Orchestre National de Jazz (ONJ) – Rituels

France/Sweden/Belgium

Belgrade Youth Center, Main Hall

Frédéric Maurin - artistic director

Fabien Norbert - trumpet

Guillaume Roy - alto saxophone

Julien Soro - alto saxophone and clarinet

Catherine Delaunay - clarinet and bass clarinets

Fabien Debellefontaine - tenor-saxophone and flute

Balthazar Bodin - trombone

Didier Havet - tuba and bass-trombone

Elsa Moatti - violin

Juliette Serrad - violoncello

Stéphan Caracci - vibraphone and marimba

Bruno Ruder - piano

Raphaël Schwab - double bass

Rafaël Koerner – drums

Leila Martial - vocals

Ellinoa - vocals

Linda Olah - vocals

Romain Dayez - vocals

Orchestre National de Jazz (ONJ) was founded in 1986 under the auspices of the French Ministry of Culture. More than 180 musicians from France and the rest of the world have passed through ONJ under the leadership of 11 artistic directors. The ensemble has achieved remarkable results in the institutional and cultural legitimization of jazz – they presented a wide array of new creative works in France and around the globe, releasing 30 albums to date. Belgrade has hosted the orchestra several times: the last time was twelve years ago at the Belgrade Jazz Festival when they presented an original rendition of Robert Wyatt's work in the Kolarac Hall. 

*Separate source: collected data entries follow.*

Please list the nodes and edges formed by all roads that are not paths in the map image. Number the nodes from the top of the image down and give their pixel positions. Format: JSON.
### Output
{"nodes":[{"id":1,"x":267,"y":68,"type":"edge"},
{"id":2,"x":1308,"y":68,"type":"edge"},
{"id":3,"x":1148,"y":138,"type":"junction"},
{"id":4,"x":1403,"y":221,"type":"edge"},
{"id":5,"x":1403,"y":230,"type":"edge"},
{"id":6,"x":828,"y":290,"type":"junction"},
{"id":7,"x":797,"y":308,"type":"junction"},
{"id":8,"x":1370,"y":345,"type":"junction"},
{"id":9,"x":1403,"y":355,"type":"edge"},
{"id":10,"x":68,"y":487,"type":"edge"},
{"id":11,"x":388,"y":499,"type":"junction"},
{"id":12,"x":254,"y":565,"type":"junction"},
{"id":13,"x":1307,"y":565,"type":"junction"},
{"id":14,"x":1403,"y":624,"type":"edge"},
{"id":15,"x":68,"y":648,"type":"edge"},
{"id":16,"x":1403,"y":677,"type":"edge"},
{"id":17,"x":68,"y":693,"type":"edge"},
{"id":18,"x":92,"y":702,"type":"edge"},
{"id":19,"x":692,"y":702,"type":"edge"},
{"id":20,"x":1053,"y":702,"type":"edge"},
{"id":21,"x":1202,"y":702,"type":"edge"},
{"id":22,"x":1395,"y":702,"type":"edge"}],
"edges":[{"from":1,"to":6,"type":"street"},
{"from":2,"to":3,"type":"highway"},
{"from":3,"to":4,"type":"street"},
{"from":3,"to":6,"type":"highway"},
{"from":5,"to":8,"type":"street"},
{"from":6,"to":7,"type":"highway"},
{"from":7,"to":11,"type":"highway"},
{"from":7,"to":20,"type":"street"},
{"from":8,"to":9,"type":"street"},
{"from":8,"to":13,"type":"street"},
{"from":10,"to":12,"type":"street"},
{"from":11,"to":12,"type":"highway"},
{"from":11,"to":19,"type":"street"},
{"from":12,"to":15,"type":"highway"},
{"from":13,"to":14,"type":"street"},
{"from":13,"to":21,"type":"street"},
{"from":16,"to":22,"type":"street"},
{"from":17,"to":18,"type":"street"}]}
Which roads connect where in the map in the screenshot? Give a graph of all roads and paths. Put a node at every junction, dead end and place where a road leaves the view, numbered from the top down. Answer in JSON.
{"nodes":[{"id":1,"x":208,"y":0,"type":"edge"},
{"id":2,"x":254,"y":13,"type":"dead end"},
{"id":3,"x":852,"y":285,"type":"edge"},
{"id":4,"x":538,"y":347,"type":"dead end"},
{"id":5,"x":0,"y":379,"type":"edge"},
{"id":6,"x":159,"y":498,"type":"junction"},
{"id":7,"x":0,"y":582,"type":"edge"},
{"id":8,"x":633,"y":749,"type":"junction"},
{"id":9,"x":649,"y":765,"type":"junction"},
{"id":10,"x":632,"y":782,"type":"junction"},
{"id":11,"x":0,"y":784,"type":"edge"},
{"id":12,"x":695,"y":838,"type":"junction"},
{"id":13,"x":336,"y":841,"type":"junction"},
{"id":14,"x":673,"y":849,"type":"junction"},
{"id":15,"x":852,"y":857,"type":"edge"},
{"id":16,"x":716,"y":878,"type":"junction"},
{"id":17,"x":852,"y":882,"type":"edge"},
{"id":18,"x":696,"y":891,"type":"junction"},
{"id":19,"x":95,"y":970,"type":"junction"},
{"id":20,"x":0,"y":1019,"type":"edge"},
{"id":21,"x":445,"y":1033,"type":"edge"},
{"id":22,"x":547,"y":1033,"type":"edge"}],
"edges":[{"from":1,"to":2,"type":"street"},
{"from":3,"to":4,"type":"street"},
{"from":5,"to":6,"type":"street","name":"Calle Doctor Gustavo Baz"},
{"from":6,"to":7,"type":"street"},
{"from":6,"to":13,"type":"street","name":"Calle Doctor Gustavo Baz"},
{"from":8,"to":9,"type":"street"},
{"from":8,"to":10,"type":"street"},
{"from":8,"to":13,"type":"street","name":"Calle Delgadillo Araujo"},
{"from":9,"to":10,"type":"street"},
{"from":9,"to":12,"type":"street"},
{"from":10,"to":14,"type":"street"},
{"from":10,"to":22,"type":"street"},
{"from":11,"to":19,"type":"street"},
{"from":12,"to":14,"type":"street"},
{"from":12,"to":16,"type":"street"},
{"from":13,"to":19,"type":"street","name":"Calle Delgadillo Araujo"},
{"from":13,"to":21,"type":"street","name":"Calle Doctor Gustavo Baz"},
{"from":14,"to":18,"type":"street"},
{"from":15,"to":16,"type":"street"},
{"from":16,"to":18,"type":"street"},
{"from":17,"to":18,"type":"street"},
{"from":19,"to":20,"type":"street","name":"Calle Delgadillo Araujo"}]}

Since 2019, the orchestra has been under the leadership of guitarist and composer Frédéric Maurin, presenting four projects so far: a new look on Ornette Coleman's music Dancing in Your Head(s), the Dracula program dedicated to a younger audience, the Ex Machina project with alto saxophonist Steve Lehman, exploring the interaction between the living musicians and machines in real-time, and the Rituels program – an original work by five French composers (Frédéric Maurin, Ellinoa, Sylvaine Hélary, Leïla Martial and Grégoire Letouvet), for thirteen instrumentalists and four voices, scheduled for the Belgrade Jazz festival, too. For Maurin, fascinated by spectral structures and sonic illusions, music is a sensitive surface that should allow each listener access to their imagination. In the Rituels program the voice is the primary, intimate vector of everything human, along with imagination and spirituality. The program is built around everyday rituals: diverse poetic soundscapes evoking time as an infinite return.